** Action item **
Starting from the line in which "middle mcp: (600, 235)" appears, set down each line exactly through the end of the listing, and nothing else. Leave out pictures.

■ ■ ■

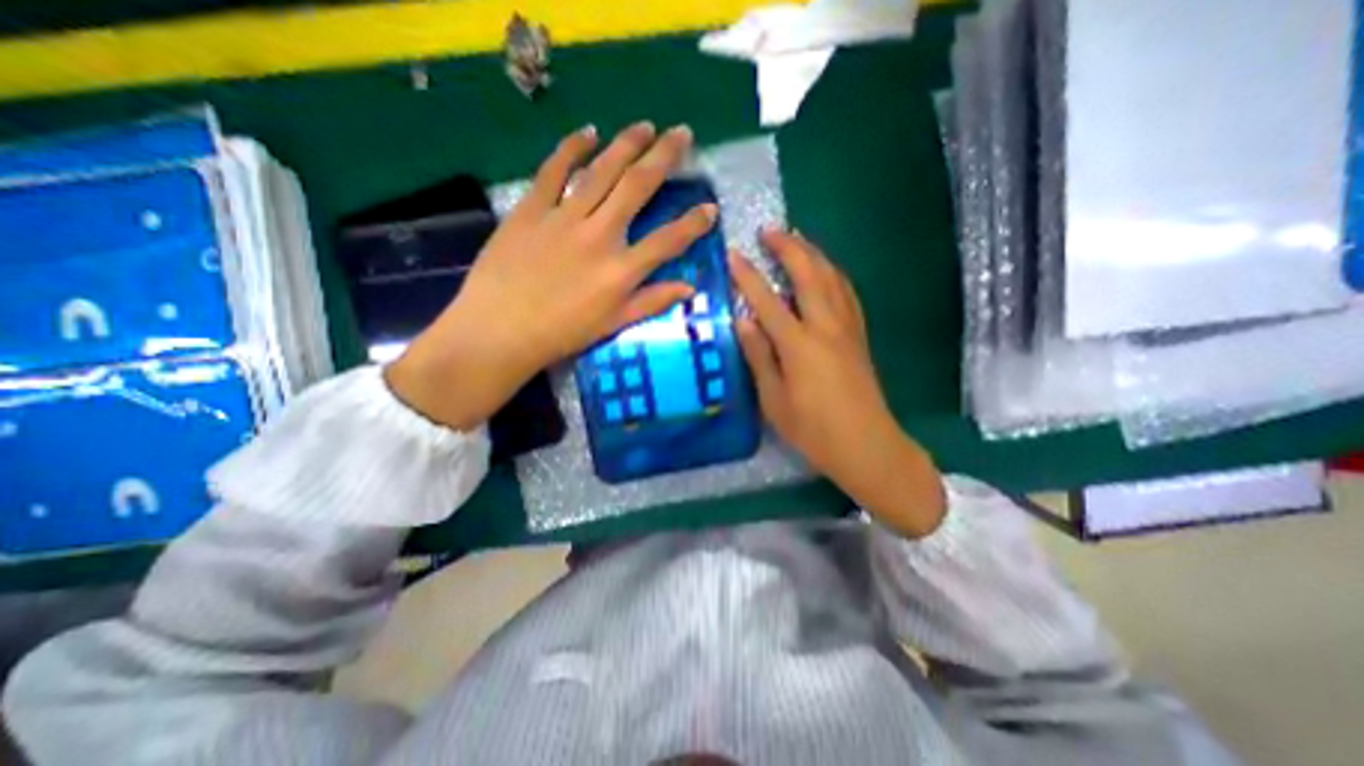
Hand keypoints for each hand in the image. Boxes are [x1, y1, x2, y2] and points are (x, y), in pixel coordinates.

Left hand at [384, 122, 714, 428]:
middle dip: (664, 157)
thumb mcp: (613, 324)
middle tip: (681, 133)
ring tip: (645, 126)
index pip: (668, 240)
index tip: (710, 208)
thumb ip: (652, 302)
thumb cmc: (562, 333)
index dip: (694, 223)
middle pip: (638, 187)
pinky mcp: (532, 209)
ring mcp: (565, 217)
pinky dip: (572, 148)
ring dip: (627, 144)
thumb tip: (689, 289)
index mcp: (622, 270)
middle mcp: (600, 235)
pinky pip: (554, 170)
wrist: (500, 330)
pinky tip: (588, 133)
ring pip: (602, 171)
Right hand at [729, 230, 945, 534]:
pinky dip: (833, 274)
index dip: (748, 276)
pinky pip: (847, 293)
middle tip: (769, 230)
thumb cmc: (814, 430)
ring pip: (832, 278)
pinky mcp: (859, 336)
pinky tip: (826, 271)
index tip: (733, 254)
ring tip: (796, 239)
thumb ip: (759, 356)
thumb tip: (744, 321)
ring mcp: (848, 329)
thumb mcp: (774, 400)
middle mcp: (827, 327)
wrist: (867, 446)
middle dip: (789, 247)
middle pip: (809, 275)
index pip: (768, 301)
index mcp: (800, 346)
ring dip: (813, 254)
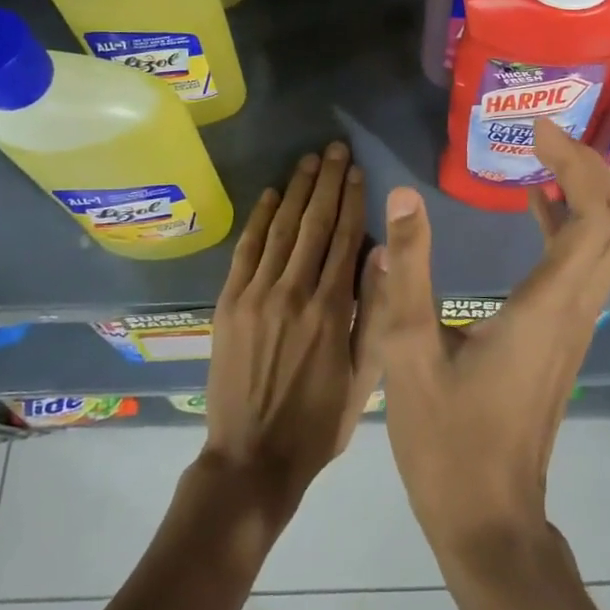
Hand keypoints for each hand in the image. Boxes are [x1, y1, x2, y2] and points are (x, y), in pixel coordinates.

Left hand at [201, 141, 377, 526]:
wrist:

■ ■ ■

** Solved exercise **
middle mcp: (600, 235)
pinky pip: (554, 170)
wrist: (500, 330)
pinky tip: (588, 133)
ring pip: (602, 171)
Right hand at [729, 230, 945, 534]:
pinky dip: (833, 274)
index dip: (748, 276)
pinky pip: (847, 293)
middle tip: (769, 230)
thumb cmc: (814, 430)
ring pip: (832, 278)
pinky mcp: (859, 336)
pinky tip: (826, 271)
index tip: (733, 254)
ring tip: (796, 239)
thumb ip: (759, 356)
thumb tip: (744, 321)
ring mcp: (848, 329)
thumb mcp: (774, 400)
middle mcp: (827, 327)
wrist: (867, 446)
middle dip: (789, 247)
middle pip: (809, 275)
index pip: (768, 301)
index mcp: (800, 346)
ring dip: (813, 254)
Hand keypoints for each hand in the image. Boxes are [x1, y1, x2, y2] and points are (x, y), in pixel coordinates.

Left hand at [201, 141, 377, 526]:
wrist:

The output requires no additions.